I have another confession to make. You will probably never know how guilty I feel about having this sort of breakdown, of having these seemingly irrational and self-centred fears. Underneath I know I am privileged to be afforded 40 years. I am reminded of this every time I hear a story of a life cut short. Underneath I know that these fears fly against the promise of the Christian hope that I am supposed to carry, the kind of hope that I see so confidently expressed in others. Often times I wonder if my greatest weakness is that I hold on too tightly to this world, and yet holding tight is sometimes the only thing I know how to do at all.

A friend of mine recently started a blog to see if it could play a role in helping to publicly express her battle with depression. I was inspired to do the same. As 40 creeps nearer my anxiety is threatening once again. Thoughts of what I have managed to accomplish at this (supposed) mid-life mark are overwhelming. Look back far enough and I would have suggested an accomplished music career by the time I was 40. I ended up leaving that to my friends those who forged the way ahead of me. In the more recent past I would have suggested a successful and long tenure as a youth pastor. Circumstance forced me to hand that over to more qualified individuals.

Which brings me back to the subject of a career at the scary (and perhaps dangerous) intersection of 39 and 40. The truth is I don’t know where I belong. This is as true for the discussion of a career as it is for the realm of social obligations.

A friend of mine recently afforded me this insight over lunch this past spring. As I laid the story of my life out on the table, he suggested that I could see myself as a career care-giver. I have always been afforded the inherited titles of son/brother (which I wear with much failure), but as my life has developed I have grown in to the role of youth sponsor/volunteer, respite worker, youth pastor, husband, father, friend and now also a school bus driver. In all of these developed roles servant and care-giver has been the consistent denominator. It’s not flashy and it doesn’t pay well, but it is a title that I can choose to wear. Recognizing this was a part of the battle. The greater battle is that I see myself in all of these roles as less than capable. When I was interviewed for that youth pastor position that did not end well I had prided myself on the fact that I interviewed really well. If I had managed anything in my 40 years it was the ability to understand who I was. It would be in the dying minutes of that position during a final round table discussion that the Church would end up admitting that I had advertised very clearly as someone that they were now deciding they did not want. At the very least I could say that I have come to a good understanding of who I am. There remains a disparity though in understanding what this means for the world around me when there is always someone more capable, more experienced and more adept. With self-realization comes my strengths, but there also comes my weaknesses. and the truth of a “survival of the strongest and fittest and smartest” world only grows that much bigger with an anxiety disorder.

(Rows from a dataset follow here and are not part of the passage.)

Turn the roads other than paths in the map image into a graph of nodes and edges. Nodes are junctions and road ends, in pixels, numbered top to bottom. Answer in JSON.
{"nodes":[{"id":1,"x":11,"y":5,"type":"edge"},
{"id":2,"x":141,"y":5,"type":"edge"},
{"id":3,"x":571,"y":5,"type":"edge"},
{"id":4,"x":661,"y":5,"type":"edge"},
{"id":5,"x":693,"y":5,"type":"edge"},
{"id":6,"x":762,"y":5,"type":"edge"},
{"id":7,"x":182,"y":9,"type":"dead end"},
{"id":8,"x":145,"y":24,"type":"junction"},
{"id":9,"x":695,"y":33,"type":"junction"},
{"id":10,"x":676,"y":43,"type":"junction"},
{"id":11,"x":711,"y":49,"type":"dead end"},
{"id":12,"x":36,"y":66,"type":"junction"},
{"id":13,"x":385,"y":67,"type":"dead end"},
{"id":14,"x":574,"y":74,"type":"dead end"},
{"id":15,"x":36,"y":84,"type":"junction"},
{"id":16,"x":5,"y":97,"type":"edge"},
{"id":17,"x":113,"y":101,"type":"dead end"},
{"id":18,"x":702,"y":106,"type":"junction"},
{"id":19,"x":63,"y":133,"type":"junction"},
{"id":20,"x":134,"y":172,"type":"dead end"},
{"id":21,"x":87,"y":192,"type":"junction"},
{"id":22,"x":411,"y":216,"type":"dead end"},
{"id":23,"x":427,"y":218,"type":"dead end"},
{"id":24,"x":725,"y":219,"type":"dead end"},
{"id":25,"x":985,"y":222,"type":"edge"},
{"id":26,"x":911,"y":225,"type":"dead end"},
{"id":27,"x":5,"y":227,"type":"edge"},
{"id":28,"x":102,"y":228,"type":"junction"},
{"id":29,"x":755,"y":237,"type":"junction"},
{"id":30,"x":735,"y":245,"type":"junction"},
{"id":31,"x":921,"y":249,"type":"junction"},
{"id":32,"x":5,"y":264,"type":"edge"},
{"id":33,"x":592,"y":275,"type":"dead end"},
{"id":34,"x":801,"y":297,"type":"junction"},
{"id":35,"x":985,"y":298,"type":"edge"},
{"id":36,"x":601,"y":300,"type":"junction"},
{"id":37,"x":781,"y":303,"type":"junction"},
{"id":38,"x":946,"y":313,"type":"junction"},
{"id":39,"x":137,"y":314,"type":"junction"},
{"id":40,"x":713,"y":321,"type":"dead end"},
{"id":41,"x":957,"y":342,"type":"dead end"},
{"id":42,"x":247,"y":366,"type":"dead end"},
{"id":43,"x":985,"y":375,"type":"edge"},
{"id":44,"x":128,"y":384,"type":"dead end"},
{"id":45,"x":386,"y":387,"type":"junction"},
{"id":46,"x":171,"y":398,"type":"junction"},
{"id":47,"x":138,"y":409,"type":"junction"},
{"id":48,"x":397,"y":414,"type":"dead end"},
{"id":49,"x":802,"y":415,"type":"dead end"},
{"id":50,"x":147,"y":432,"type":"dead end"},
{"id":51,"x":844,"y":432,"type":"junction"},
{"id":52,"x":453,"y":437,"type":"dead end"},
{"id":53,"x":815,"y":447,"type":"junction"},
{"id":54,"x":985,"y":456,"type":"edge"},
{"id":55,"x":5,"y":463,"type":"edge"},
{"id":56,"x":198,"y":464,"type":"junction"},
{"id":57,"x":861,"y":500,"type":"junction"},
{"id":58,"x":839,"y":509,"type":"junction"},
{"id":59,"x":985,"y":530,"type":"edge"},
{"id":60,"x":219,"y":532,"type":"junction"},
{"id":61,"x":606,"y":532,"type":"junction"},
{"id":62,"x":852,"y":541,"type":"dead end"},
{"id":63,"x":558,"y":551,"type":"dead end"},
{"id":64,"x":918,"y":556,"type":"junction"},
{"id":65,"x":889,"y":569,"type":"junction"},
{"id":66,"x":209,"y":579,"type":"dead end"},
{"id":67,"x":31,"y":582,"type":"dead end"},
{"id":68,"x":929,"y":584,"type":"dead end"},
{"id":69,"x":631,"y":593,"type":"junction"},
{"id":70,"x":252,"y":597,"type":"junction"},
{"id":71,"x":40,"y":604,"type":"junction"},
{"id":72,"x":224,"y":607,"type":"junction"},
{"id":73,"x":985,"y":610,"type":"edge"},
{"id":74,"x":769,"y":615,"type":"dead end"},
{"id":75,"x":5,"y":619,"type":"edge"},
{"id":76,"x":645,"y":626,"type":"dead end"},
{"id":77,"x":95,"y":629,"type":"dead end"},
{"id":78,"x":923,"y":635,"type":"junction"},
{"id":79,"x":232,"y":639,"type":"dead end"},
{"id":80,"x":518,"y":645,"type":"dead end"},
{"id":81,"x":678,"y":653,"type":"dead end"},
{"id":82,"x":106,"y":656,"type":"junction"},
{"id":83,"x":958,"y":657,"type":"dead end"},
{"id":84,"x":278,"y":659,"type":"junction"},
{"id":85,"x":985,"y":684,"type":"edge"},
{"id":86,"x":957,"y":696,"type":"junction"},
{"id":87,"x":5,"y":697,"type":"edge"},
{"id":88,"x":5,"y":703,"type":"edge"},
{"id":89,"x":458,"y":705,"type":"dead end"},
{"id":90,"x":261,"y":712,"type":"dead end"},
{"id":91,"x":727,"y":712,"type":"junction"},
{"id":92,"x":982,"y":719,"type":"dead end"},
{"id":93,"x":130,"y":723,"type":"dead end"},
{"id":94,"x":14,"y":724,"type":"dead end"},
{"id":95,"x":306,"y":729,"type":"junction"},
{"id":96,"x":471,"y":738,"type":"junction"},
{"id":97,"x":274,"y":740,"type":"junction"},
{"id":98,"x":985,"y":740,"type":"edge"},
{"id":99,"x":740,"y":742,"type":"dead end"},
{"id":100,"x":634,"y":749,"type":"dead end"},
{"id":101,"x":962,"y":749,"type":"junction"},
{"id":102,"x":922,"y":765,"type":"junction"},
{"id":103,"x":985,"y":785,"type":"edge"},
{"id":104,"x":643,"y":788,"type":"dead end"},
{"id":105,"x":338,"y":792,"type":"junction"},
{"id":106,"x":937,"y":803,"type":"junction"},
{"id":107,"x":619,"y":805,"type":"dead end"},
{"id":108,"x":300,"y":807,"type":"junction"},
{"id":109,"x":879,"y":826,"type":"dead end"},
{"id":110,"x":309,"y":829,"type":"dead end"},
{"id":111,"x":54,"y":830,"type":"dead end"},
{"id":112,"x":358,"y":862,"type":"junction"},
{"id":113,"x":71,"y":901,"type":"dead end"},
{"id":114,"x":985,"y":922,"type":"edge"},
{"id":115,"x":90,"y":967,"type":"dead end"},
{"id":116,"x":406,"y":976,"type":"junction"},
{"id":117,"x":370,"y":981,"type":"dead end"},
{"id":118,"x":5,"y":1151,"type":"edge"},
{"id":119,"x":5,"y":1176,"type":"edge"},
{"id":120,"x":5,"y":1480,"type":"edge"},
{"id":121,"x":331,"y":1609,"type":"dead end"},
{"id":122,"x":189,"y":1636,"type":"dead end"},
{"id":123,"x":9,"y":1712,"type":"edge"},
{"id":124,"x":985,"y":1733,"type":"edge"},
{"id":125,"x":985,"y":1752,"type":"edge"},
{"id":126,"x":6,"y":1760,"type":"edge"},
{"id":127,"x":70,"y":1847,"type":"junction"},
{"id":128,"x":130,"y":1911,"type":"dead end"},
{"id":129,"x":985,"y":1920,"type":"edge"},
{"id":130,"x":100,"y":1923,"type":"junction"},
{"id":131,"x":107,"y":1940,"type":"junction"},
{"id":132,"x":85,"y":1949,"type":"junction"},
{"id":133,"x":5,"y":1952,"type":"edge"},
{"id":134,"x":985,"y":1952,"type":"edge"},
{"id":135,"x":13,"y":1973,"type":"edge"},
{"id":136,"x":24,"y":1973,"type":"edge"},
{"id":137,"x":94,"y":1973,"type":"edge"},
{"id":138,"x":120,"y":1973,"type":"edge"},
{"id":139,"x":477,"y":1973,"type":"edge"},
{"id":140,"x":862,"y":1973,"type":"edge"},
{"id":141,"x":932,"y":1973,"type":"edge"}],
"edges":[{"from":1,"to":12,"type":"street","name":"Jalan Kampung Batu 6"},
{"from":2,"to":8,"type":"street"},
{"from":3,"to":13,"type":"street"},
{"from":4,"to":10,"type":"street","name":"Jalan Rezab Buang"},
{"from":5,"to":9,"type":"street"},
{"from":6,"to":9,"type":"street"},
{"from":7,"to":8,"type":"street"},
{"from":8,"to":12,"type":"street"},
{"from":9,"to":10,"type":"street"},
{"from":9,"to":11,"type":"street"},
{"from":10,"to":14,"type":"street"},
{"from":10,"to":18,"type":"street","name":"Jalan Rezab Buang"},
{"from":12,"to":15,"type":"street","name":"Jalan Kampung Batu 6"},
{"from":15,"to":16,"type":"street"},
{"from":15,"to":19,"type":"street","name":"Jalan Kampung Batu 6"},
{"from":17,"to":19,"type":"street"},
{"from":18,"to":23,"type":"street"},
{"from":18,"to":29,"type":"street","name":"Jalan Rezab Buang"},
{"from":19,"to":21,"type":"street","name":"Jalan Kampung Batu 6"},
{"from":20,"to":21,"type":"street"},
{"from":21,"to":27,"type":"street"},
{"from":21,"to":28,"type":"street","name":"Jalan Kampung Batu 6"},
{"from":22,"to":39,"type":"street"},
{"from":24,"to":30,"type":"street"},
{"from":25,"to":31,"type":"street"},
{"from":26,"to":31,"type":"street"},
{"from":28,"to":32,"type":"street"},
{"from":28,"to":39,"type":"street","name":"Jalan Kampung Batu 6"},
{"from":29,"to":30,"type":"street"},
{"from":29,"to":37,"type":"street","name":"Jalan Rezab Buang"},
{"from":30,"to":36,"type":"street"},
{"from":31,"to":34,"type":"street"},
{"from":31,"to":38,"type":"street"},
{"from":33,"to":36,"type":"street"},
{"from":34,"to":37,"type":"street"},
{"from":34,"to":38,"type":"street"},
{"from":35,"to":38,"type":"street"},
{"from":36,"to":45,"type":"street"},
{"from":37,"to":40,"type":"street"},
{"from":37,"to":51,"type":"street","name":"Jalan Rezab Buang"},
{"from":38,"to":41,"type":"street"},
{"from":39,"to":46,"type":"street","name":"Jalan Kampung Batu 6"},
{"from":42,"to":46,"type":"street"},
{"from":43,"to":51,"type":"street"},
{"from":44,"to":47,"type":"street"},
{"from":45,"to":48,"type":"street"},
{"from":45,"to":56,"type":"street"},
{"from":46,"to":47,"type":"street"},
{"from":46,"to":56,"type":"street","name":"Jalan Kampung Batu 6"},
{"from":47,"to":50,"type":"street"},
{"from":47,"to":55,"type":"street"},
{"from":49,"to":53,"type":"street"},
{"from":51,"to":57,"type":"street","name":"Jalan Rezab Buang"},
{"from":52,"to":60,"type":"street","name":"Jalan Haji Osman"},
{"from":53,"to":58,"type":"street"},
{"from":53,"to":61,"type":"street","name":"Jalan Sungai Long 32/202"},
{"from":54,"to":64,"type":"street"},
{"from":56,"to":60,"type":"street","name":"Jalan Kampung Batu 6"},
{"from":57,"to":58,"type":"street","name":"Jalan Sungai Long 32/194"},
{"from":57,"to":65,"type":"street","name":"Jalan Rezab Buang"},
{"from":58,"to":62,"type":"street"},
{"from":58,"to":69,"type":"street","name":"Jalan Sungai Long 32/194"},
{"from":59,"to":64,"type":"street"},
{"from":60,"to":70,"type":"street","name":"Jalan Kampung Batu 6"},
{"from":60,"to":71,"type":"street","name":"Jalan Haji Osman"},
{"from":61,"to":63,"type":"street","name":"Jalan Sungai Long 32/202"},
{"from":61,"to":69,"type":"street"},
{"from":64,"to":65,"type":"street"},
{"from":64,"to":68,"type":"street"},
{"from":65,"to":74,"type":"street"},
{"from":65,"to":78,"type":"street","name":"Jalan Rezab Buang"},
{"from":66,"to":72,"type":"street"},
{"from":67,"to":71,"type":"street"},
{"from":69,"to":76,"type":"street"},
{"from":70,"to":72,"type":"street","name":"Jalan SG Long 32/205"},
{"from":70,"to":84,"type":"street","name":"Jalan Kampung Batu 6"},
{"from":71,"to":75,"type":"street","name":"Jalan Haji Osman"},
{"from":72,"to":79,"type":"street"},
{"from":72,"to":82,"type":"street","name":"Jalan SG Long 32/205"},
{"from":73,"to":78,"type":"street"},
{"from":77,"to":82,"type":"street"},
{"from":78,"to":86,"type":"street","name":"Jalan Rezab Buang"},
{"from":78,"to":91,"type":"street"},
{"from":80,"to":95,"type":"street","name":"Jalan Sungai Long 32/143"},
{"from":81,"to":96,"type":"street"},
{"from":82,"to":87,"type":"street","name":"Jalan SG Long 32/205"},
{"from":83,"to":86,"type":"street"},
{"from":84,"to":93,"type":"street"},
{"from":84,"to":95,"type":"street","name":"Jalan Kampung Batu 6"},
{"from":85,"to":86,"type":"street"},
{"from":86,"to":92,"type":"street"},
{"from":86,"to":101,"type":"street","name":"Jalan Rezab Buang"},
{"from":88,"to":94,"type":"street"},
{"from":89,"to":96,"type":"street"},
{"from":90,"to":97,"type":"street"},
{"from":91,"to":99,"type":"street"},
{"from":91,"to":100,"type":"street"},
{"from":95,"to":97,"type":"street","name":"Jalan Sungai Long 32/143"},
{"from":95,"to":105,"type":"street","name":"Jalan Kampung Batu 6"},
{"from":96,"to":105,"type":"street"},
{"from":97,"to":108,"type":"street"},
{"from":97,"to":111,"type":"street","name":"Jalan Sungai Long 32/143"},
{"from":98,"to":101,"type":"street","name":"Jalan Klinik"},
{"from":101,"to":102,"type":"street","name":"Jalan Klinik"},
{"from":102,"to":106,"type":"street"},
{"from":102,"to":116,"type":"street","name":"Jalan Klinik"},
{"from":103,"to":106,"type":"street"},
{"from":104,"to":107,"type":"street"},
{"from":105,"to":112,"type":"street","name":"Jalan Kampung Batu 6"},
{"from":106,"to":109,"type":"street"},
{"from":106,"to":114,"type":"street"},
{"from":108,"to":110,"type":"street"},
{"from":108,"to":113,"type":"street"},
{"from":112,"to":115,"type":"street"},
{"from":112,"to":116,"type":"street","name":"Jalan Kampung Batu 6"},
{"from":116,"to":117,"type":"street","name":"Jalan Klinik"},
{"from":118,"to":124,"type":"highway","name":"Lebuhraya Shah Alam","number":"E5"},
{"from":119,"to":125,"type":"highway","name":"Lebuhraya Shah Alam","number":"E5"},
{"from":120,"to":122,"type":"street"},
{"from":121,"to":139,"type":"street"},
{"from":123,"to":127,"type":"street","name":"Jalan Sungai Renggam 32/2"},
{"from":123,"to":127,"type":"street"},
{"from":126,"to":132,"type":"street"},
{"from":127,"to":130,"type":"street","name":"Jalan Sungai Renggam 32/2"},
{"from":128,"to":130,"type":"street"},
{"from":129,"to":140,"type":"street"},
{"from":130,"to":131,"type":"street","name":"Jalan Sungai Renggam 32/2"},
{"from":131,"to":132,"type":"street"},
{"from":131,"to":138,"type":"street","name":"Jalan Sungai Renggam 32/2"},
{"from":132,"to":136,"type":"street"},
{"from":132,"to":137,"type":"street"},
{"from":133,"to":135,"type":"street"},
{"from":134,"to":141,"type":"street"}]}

Perhaps, though, 40 is a time to reclaim an understanding of why I find myself consistently placed in to these roles as a care-giver, and to gain the confidence to live in to this role as best as I can and with whatever I have to offer in God’s great grace. Perhaps 40 is the time to finally step out of the rat-race, to stop caring about my capacity to make a difference, and to begin to trust that I actually have something to give that is worthwhile.

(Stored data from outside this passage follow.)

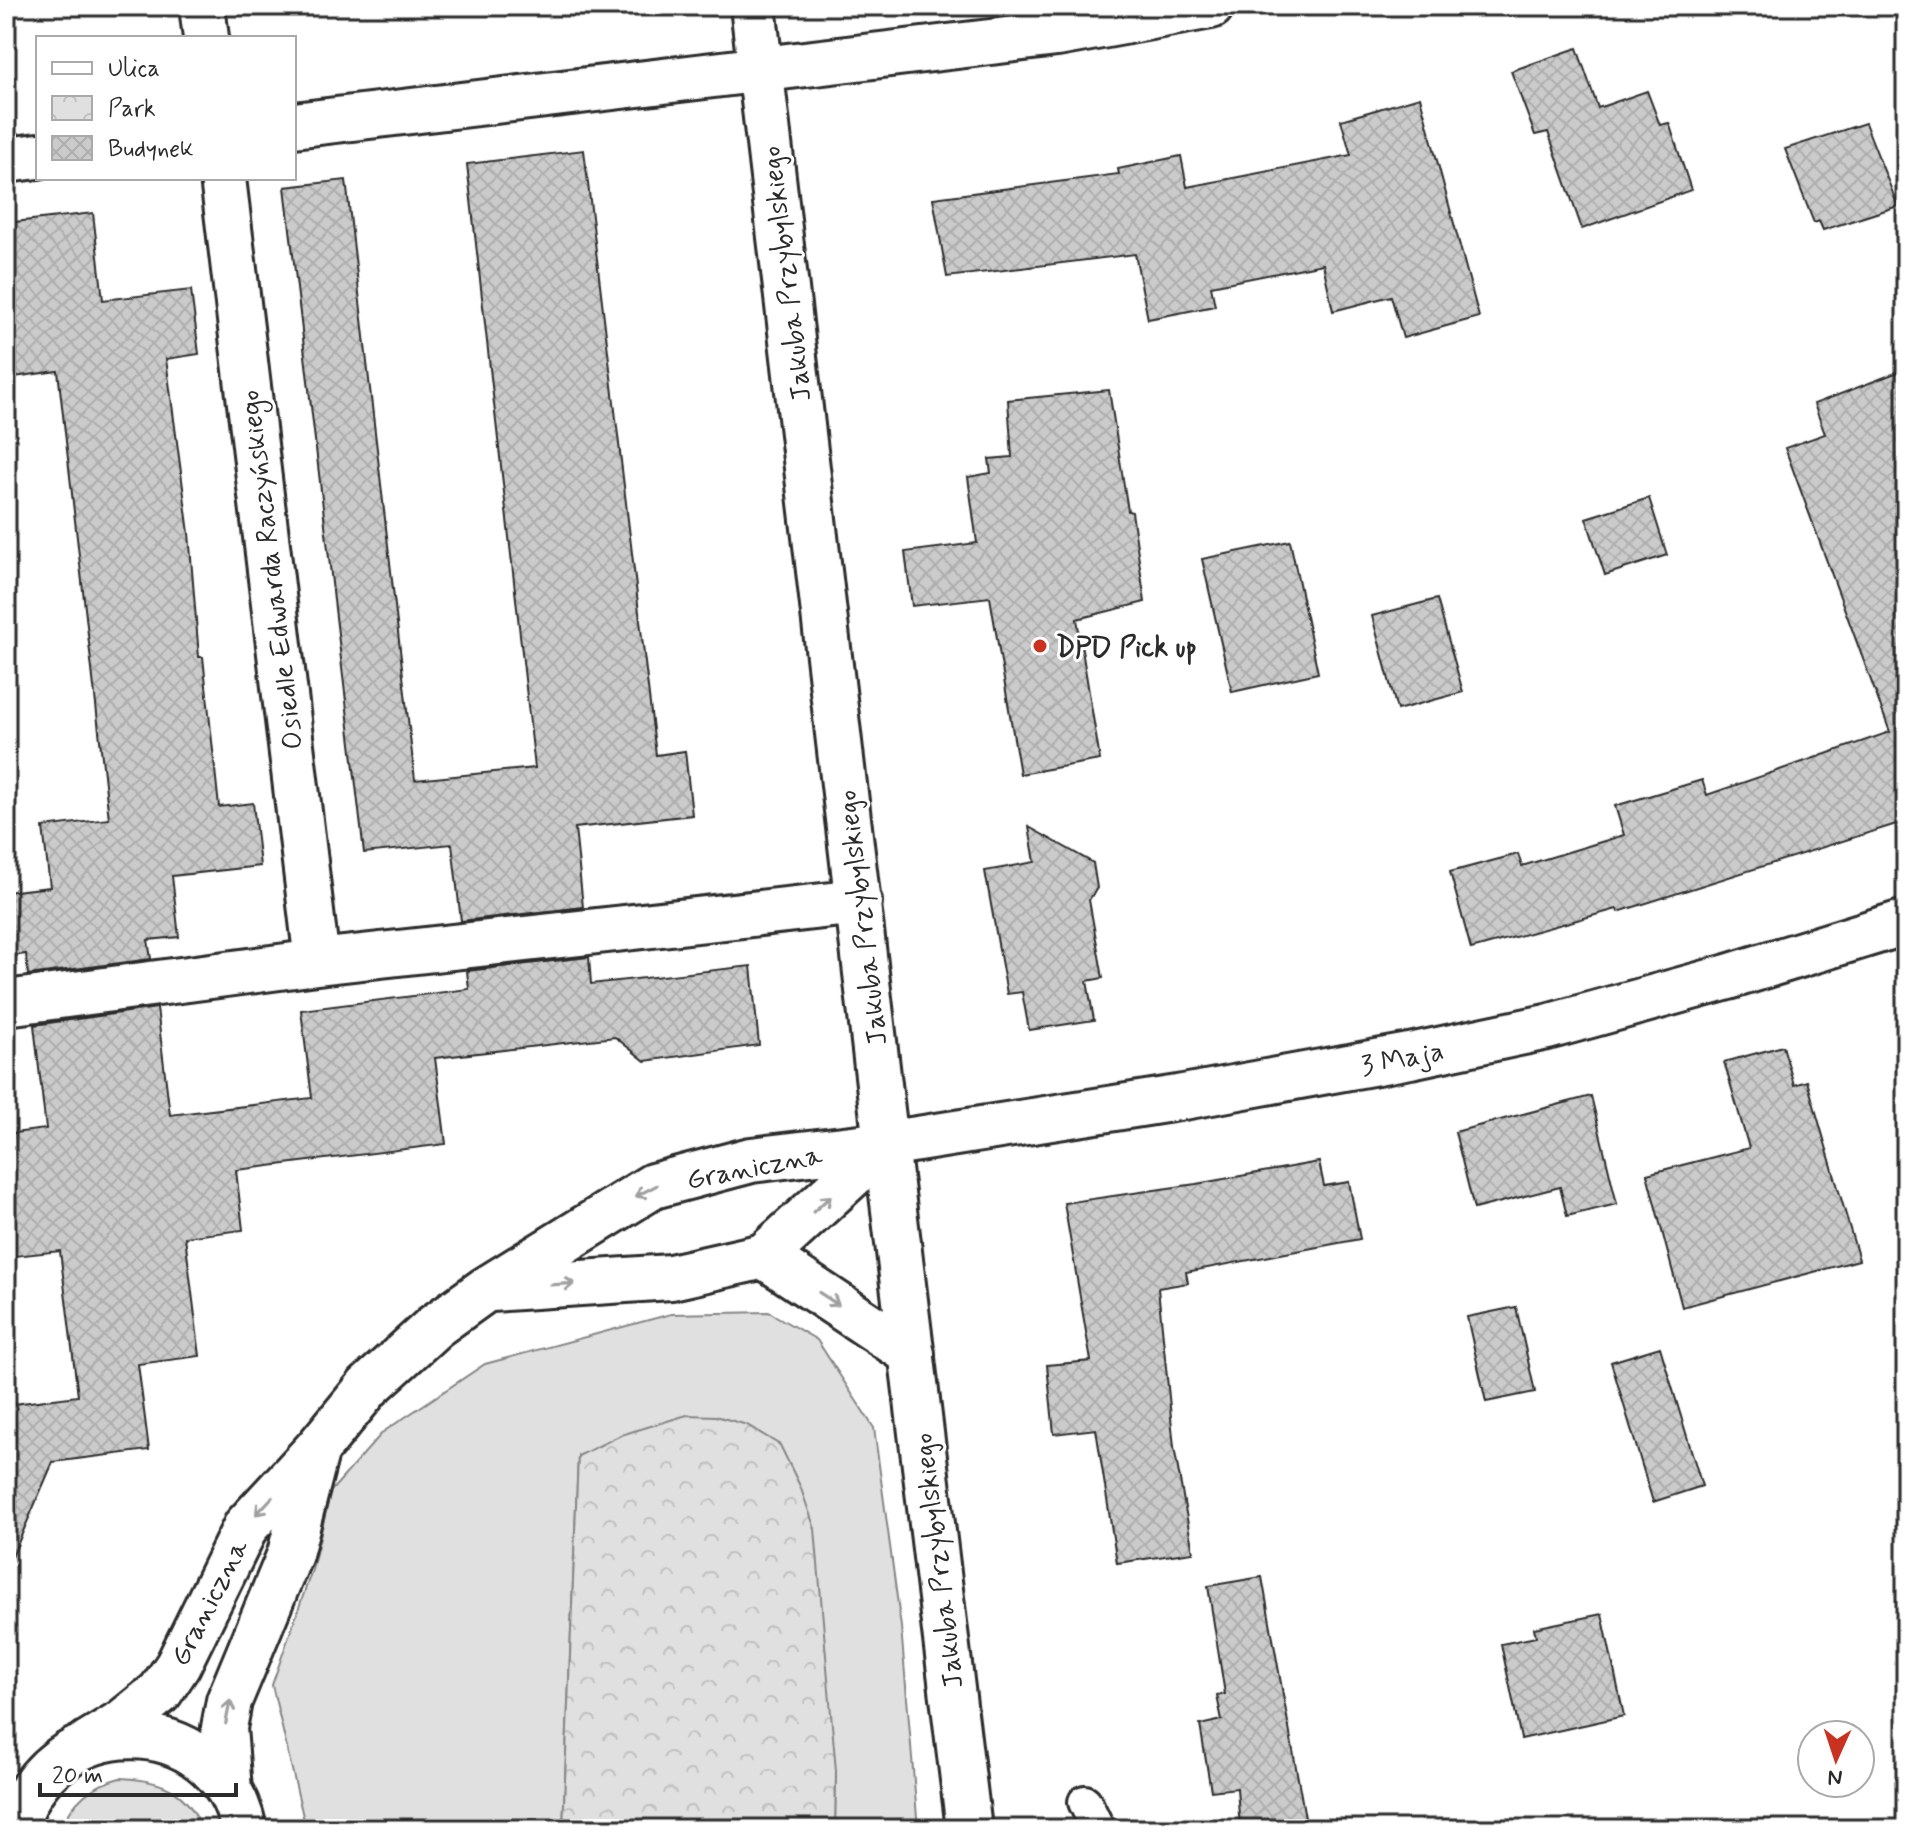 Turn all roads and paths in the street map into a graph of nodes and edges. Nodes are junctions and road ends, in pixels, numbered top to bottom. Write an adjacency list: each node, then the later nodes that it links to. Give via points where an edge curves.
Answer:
1 (202, 6): 4 (street)
2 (753, 6): 5 (street, Jakuba Przybylskiego)
3 (1211, 6): 5 (street, via 1057,34)
4 (206, 36)
5 (761, 68): 6 (street); 10 (street, Jakuba Przybylskiego)
6 (296, 125)
7 (36, 156): 8 (street)
8 (6, 160)
9 (223, 180): 12 (street, Osiedle Edwarda Raczyńskiego)
10 (859, 902): 12 (street); 14 (street, Jakuba Przybylskiego)
11 (1906, 922): 14 (street, 3 Maja, via 1547,1027 1178,1098)
12 (317, 962): 13 (street)
13 (6, 1003)
14 (886, 1144): 15 (street, Graniczna, one-way to 14); 16 (street, Graniczna, one-way to 16, via 751,1160 653,1186); 17 (street, Jakuba Przybylskiego)
15 (764, 1256): 16 (street, Graniczna, one-way to 15, via 671,1277); 17 (street, one-way to 17)
16 (485, 1290): 18 (street, Graniczna, via 399,1356)
17 (912, 1354): 24 (street, Jakuba Przybylskiego)
18 (317, 1449): 19 (street, Graniczna, one-way to 19, via 246,1526 160,1692); 22 (street, Graniczna, one-way to 18, via 224,1728 229,1701 290,1554)
19 (88, 1743): 20 (street, Graniczna); 22 (street, via 114,1736 167,1741 212,1769)
20 (47, 1769): 21 (street); 23 (street, via 20,1810)
21 (6, 1785)
22 (236, 1809)
23 (15, 1829)
24 (969, 1829)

So that is what is this blog is about. It is not intended to be a woe is me. It is not intended to be an exercise in narcissism. It is simply intended to help keep me aware, to keep me honest, and God wiling, to keep myself from the sort of isolation that allows my anxiety to take over. It is a place to speak my thoughts about faith and life, and to hopefully make some progress on some of my writing (I always said I would write a book by the time I was 40).  It is a place where hopefully I can interact with those who hold a similar love of movies, books and pop culture, and maybe open the door to share with others who struggle with anxiety/depression disorders. Mostly it is about taking the steps towards becoming a better version of me, a journey towards finding me at 40 exactly where God has me.